* **Activity**: Please filter the entries and return only the lines that include "main".
::: Supplied records
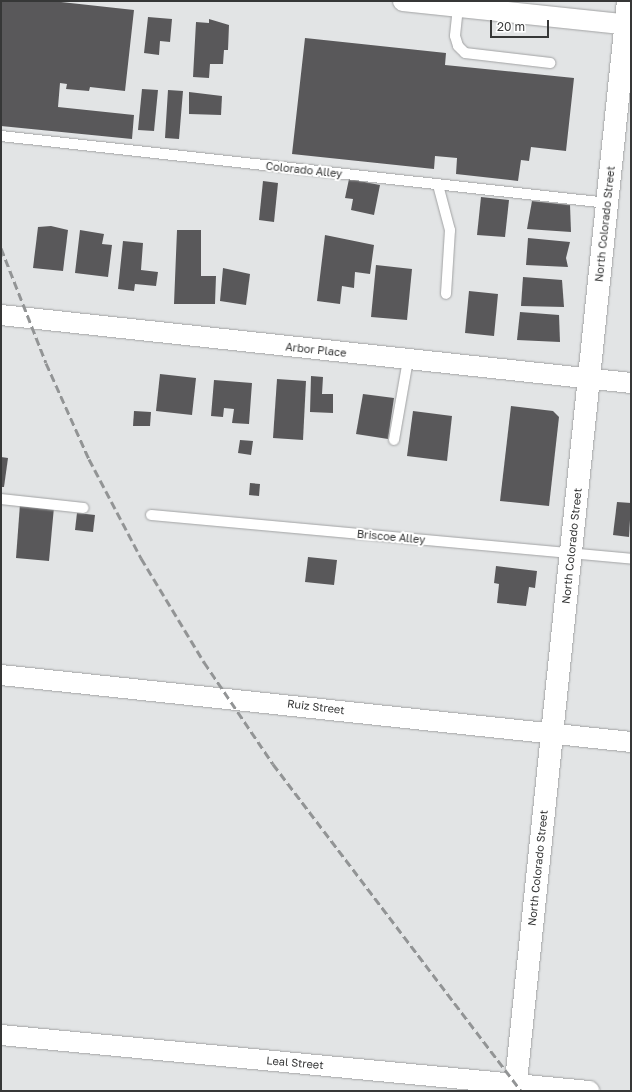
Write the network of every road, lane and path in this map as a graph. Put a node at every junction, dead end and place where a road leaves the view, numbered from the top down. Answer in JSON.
{"nodes":[{"id":1,"x":403,"y":1,"type":"edge"},
{"id":2,"x":628,"y":1,"type":"edge"},
{"id":3,"x":462,"y":5,"type":"edge"},
{"id":4,"x":628,"y":25,"type":"edge"},
{"id":5,"x":550,"y":63,"type":"dead end"},
{"id":6,"x":1,"y":136,"type":"edge"},
{"id":7,"x":438,"y":185,"type":"junction"},
{"id":8,"x":608,"y":203,"type":"junction"},
{"id":9,"x":446,"y":294,"type":"dead end"},
{"id":10,"x":1,"y":315,"type":"edge"},
{"id":11,"x":408,"y":360,"type":"junction"},
{"id":12,"x":589,"y":379,"type":"junction"},
{"id":13,"x":631,"y":383,"type":"edge"},
{"id":14,"x":394,"y":440,"type":"dead end"},
{"id":15,"x":1,"y":499,"type":"edge"},
{"id":16,"x":84,"y":508,"type":"dead end"},
{"id":17,"x":151,"y":515,"type":"dead end"},
{"id":18,"x":571,"y":553,"type":"junction"},
{"id":19,"x":631,"y":559,"type":"edge"},
{"id":20,"x":1,"y":675,"type":"edge"},
{"id":21,"x":553,"y":735,"type":"junction"},
{"id":22,"x":631,"y":742,"type":"edge"},
{"id":23,"x":1,"y":1035,"type":"edge"},
{"id":24,"x":515,"y":1087,"type":"edge"},
{"id":25,"x":589,"y":1091,"type":"edge"}],
"edges":[{"from":1,"to":3,"type":"street"},
{"from":2,"to":4,"type":"main road","name":"North Colorado Street"},
{"from":3,"to":4,"type":"street"},
{"from":3,"to":5,"type":"lane"},
{"from":4,"to":8,"type":"main road","name":"North Colorado Street"},
{"from":6,"to":7,"type":"lane","name":"Colorado Alley"},
{"from":7,"to":8,"type":"lane","name":"Colorado Alley"},
{"from":7,"to":9,"type":"lane"},
{"from":8,"to":12,"type":"main road","name":"North Colorado Street"},
{"from":10,"to":11,"type":"street","name":"Arbor Place"},
{"from":11,"to":12,"type":"street","name":"Arbor Place"},
{"from":11,"to":14,"type":"lane"},
{"from":12,"to":13,"type":"street","name":"Arbor Place"},
{"from":12,"to":18,"type":"main road","name":"North Colorado Street"},
{"from":15,"to":16,"type":"lane"},
{"from":17,"to":18,"type":"lane","name":"Briscoe Alley"},
{"from":18,"to":19,"type":"lane","name":"Briscoe Alley"},
{"from":18,"to":21,"type":"main road","name":"North Colorado Street"},
{"from":20,"to":21,"type":"street","name":"Ruiz Street"},
{"from":21,"to":22,"type":"street","name":"Ruiz Street"},
{"from":21,"to":24,"type":"main road","name":"North Colorado Street"},
{"from":23,"to":24,"type":"street","name":"Leal Street"},
{"from":24,"to":25,"type":"street","name":"Leal Street"}]}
::::::
* **Task response**:
{"from":2,"to":4,"type":"main road","name":"North Colorado Street"},
{"from":4,"to":8,"type":"main road","name":"North Colorado Street"},
{"from":8,"to":12,"type":"main road","name":"North Colorado Street"},
{"from":12,"to":18,"type":"main road","name":"North Colorado Street"},
{"from":18,"to":21,"type":"main road","name":"North Colorado Street"},
{"from":21,"to":24,"type":"main road","name":"North Colorado Street"},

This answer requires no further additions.